Input data

§ §

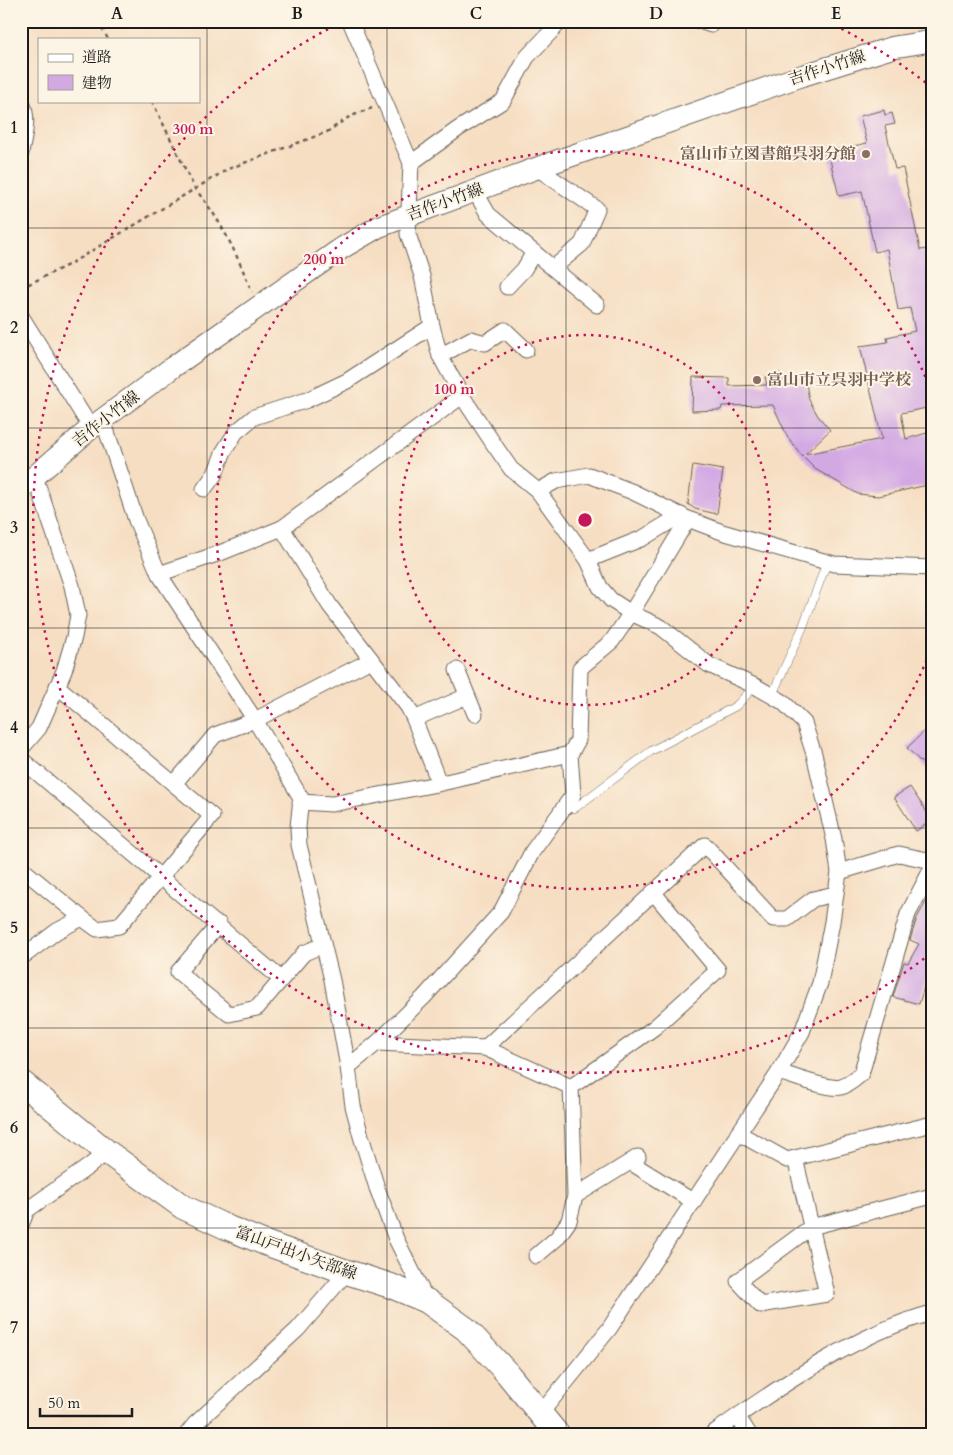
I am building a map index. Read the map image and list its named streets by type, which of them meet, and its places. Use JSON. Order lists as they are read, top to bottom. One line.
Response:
{"streets":{"main road":["吉作小竹線","富山戸出小矢部線"]},"places":["富山市立図書館呉羽分館","富山市立呉羽中学校"],"legend":["道路","建物"],"scale_bar":"50 m","grid":{"columns":["A","B","C","D","E"],"rows":["1","2","3","4","5","6","7"]},"rings":["300 m","200 m","100 m"]}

§ §

Requirement
When you repeat the listing, keep it exact and leave the pictures behind.

Solved exercise
I am building a map index. Read the map image and list its named streets by type, which of them meet, and its places. Use JSON. Order lists as they are read, top to bottom. One line.
Response:
{"streets":{"main road":["吉作小竹線","富山戸出小矢部線"]},"places":["富山市立図書館呉羽分館","富山市立呉羽中学校"],"legend":["道路","建物"],"scale_bar":"50 m","grid":{"columns":["A","B","C","D","E"],"rows":["1","2","3","4","5","6","7"]},"rings":["300 m","200 m","100 m"]}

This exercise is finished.